Installing writes the carrier profile onto your phone, so a new line appears in your settings. Activating happens when that line first registers on a live network and carries data. On many travel plans the validity period starts at activation, which is why providers tell you to install at home but turn the line on once you arrive.

Should I use the QR code or manual entry?

Use the QR code when you can, because it carries the details for you and avoids typos. Use manual entry when the code is displayed on the same phone you are installing onto, or when a camera will not focus. Manual entry uses the SM-DP+ address and activation code from the same email and installs the identical profile.

Do I need Wi-Fi to install an eSIM?

In practice, yes. The profile is downloaded from your provider over the internet, so you need Wi-Fi or an existing mobile connection to install. This is why you should install at home before you travel, rather than after landing somewhere with no signal and no roaming. Activation itself then happens over the local network on arrival.

Should I install the eSIM before or after I arrive?

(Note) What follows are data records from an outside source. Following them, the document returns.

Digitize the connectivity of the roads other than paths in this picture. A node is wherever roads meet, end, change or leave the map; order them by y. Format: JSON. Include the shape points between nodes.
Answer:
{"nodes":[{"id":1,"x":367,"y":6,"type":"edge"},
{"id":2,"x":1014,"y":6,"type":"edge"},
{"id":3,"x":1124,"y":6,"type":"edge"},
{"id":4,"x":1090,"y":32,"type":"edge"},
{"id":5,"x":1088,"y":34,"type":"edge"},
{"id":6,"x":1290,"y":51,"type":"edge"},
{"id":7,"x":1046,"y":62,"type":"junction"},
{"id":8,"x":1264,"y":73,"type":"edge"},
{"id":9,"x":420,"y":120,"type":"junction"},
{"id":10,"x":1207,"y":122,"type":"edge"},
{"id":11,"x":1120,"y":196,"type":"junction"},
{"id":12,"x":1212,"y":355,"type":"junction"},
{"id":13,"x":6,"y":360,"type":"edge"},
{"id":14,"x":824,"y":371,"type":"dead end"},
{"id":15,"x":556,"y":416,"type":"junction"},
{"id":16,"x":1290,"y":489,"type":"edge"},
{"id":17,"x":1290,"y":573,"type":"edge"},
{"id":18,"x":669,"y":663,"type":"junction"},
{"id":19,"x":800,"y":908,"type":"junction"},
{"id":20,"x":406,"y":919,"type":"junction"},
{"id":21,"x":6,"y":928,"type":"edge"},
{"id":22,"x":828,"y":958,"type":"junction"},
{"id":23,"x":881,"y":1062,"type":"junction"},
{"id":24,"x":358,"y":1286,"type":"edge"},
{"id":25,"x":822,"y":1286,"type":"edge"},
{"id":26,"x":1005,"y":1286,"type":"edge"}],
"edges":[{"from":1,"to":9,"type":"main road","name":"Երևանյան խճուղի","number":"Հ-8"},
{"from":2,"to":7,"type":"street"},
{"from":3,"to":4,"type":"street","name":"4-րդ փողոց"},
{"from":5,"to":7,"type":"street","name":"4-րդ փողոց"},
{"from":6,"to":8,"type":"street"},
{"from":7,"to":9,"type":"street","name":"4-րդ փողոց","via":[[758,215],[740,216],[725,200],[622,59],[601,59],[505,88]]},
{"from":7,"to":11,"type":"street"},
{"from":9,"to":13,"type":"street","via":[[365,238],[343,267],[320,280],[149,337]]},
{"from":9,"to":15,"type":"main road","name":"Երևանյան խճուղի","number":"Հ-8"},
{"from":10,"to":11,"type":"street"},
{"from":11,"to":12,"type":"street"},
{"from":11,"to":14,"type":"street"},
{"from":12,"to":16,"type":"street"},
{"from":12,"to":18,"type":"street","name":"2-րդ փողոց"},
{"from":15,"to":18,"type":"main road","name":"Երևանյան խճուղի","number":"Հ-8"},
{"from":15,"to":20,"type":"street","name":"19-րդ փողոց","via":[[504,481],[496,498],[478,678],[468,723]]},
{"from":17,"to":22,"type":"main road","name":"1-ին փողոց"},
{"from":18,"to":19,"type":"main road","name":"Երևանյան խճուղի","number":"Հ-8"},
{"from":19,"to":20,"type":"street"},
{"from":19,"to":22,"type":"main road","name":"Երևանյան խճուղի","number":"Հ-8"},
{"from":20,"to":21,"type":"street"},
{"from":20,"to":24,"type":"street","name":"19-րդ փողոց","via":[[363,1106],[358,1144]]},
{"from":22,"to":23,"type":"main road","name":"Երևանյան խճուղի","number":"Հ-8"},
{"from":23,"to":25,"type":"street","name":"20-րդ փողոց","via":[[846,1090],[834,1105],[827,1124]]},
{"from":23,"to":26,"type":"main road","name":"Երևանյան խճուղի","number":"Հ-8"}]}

Install before you travel and activate on arrival. Installing at home over Wi-Fi avoids being stranded without a signal. You hold off on fully switching the line on because many travel plans start their validity at activation, so turning it on early can waste a day. Always follow the timing your provider states for your specific plan.

Why is there no data after I installed the eSIM?

The most common cause is data roaming left switched off on the travel line, since the eSIM connects through a partner carrier abroad. Check that data roaming is on for that line specifically and that the travel line is set as the line for mobile data. A restart or manually reselecting the network often helps the line register.